◆ Work order
Copy out each line below in which the string "text" appears.

━━━

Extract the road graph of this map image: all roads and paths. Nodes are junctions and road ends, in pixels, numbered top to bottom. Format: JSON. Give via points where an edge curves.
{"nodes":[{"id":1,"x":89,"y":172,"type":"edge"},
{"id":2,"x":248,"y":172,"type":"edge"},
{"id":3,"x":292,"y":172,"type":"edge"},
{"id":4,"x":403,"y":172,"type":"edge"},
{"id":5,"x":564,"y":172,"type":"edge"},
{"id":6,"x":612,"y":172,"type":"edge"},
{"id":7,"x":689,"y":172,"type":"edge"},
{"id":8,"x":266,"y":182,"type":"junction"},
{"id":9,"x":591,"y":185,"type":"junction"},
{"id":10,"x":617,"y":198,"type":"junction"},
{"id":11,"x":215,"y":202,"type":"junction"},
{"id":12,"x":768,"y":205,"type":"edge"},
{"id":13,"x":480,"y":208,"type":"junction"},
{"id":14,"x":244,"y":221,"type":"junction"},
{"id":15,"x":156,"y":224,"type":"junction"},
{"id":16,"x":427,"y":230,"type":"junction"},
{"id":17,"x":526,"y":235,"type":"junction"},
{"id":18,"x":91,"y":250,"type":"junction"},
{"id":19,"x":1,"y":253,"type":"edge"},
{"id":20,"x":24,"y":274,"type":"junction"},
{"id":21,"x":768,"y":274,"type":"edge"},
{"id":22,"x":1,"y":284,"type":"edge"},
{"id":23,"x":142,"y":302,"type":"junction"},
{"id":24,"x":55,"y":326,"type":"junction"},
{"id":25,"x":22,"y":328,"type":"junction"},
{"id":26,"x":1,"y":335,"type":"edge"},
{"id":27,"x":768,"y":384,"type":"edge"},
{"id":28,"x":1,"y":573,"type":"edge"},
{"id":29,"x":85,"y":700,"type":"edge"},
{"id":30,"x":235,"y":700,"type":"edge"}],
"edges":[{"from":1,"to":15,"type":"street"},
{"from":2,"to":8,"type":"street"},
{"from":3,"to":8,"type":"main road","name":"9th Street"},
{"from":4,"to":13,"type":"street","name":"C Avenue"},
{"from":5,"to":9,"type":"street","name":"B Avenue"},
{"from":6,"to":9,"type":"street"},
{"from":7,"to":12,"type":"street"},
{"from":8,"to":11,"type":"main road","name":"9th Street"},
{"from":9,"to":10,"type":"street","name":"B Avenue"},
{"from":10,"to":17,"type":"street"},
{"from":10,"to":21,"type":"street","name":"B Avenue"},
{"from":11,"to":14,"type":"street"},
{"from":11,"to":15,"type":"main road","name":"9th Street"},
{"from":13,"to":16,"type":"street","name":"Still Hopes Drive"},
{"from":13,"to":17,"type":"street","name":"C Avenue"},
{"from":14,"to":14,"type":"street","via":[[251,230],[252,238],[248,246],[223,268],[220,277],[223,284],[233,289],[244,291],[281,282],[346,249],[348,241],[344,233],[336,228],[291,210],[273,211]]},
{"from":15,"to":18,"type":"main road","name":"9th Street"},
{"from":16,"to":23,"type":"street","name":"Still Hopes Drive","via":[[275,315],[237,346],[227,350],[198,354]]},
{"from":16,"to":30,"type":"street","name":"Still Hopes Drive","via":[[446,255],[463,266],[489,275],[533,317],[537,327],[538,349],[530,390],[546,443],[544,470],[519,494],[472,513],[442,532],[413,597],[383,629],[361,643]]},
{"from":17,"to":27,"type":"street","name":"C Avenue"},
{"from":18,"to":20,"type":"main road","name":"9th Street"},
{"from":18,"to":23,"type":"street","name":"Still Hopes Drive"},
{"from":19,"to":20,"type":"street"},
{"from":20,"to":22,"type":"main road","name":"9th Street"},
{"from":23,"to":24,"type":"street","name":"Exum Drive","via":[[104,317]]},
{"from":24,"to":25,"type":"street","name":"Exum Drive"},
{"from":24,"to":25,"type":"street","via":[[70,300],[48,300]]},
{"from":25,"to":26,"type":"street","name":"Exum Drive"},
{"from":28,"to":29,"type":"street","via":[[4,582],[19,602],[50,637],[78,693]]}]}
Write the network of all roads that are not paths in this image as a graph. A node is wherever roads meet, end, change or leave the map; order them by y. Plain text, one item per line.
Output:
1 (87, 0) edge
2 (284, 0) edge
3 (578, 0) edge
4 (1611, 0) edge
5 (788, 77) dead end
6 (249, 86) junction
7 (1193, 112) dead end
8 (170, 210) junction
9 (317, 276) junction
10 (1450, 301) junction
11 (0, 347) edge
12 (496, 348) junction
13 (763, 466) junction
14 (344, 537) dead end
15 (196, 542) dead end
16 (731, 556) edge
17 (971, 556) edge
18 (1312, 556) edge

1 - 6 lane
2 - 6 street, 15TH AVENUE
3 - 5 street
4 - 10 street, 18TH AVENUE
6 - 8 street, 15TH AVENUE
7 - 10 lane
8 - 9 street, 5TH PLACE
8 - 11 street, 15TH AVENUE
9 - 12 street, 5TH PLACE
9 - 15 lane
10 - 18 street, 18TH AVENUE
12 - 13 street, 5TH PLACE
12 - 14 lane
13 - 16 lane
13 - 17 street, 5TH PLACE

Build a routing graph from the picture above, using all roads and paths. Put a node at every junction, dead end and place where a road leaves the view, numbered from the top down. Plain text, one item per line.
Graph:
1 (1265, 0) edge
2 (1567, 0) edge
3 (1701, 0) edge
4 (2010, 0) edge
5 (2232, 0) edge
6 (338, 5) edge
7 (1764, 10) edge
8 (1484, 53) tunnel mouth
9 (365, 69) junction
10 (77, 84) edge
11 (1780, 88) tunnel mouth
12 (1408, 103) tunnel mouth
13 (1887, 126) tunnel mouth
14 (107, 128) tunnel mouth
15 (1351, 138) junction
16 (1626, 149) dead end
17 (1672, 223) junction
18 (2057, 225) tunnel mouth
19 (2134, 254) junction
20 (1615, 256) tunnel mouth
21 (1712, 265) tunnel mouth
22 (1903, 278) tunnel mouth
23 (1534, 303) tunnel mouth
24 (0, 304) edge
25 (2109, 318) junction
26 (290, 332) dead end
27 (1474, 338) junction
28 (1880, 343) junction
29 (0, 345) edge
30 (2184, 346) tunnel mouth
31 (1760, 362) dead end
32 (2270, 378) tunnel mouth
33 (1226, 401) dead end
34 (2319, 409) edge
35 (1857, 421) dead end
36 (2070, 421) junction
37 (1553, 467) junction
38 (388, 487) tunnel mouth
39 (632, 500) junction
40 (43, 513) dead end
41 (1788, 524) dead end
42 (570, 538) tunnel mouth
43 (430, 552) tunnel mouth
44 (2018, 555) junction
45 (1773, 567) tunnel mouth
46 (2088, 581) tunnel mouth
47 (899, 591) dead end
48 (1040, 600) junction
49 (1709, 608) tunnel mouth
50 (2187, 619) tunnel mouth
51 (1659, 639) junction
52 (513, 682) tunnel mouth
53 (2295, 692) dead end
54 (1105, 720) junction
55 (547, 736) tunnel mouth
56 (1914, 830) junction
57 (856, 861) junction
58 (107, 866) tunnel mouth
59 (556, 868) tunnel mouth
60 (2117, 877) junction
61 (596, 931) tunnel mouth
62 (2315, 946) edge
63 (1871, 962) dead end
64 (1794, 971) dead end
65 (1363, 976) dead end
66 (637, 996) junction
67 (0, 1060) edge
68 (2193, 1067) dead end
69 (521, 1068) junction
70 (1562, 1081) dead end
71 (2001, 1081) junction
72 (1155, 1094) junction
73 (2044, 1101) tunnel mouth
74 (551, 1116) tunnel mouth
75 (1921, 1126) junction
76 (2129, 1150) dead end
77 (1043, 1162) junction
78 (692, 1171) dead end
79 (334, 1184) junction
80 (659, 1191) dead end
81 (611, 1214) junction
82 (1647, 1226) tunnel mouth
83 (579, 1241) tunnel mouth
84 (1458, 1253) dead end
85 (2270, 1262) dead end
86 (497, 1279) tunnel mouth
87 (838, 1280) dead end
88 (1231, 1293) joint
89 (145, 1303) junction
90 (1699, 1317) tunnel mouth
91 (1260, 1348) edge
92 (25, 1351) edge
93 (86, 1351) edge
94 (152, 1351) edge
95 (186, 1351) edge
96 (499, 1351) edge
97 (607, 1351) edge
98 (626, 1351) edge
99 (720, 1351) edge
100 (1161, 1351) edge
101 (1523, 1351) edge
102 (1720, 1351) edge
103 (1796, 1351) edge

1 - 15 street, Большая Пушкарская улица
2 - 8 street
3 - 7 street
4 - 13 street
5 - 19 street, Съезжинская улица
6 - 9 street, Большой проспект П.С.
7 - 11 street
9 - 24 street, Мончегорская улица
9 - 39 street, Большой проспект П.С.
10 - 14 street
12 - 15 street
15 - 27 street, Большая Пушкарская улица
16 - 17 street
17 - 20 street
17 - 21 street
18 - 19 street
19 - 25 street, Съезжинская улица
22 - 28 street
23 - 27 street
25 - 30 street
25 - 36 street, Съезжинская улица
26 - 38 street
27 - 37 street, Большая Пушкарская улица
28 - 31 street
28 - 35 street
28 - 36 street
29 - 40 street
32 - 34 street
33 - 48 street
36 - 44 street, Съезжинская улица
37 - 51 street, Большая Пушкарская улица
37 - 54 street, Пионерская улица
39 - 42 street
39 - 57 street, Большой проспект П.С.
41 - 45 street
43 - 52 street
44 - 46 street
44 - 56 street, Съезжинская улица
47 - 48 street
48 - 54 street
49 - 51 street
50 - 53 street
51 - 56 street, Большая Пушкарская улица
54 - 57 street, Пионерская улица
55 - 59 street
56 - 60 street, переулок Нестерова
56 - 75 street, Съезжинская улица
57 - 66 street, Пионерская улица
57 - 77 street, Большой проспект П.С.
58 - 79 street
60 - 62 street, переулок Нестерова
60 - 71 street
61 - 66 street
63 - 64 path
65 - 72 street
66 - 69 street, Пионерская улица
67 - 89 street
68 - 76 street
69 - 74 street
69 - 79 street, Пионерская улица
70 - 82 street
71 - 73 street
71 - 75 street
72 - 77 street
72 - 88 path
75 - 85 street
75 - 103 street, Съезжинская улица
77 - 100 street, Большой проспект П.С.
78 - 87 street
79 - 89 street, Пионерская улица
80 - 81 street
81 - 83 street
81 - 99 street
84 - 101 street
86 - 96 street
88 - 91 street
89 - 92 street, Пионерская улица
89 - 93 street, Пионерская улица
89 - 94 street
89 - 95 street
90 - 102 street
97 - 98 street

━━━

◆ Solution to this exercise
Write the network of all roads that are not paths in this image as a graph. A node is wherever roads meet, end, change or leave the map; order them by y. Plain text, one item per line.
Build a routing graph from the picture above, using all roads and paths. Put a node at every junction, dead end and place where a road leaves the view, numbered from the top down. Plain text, one item per line.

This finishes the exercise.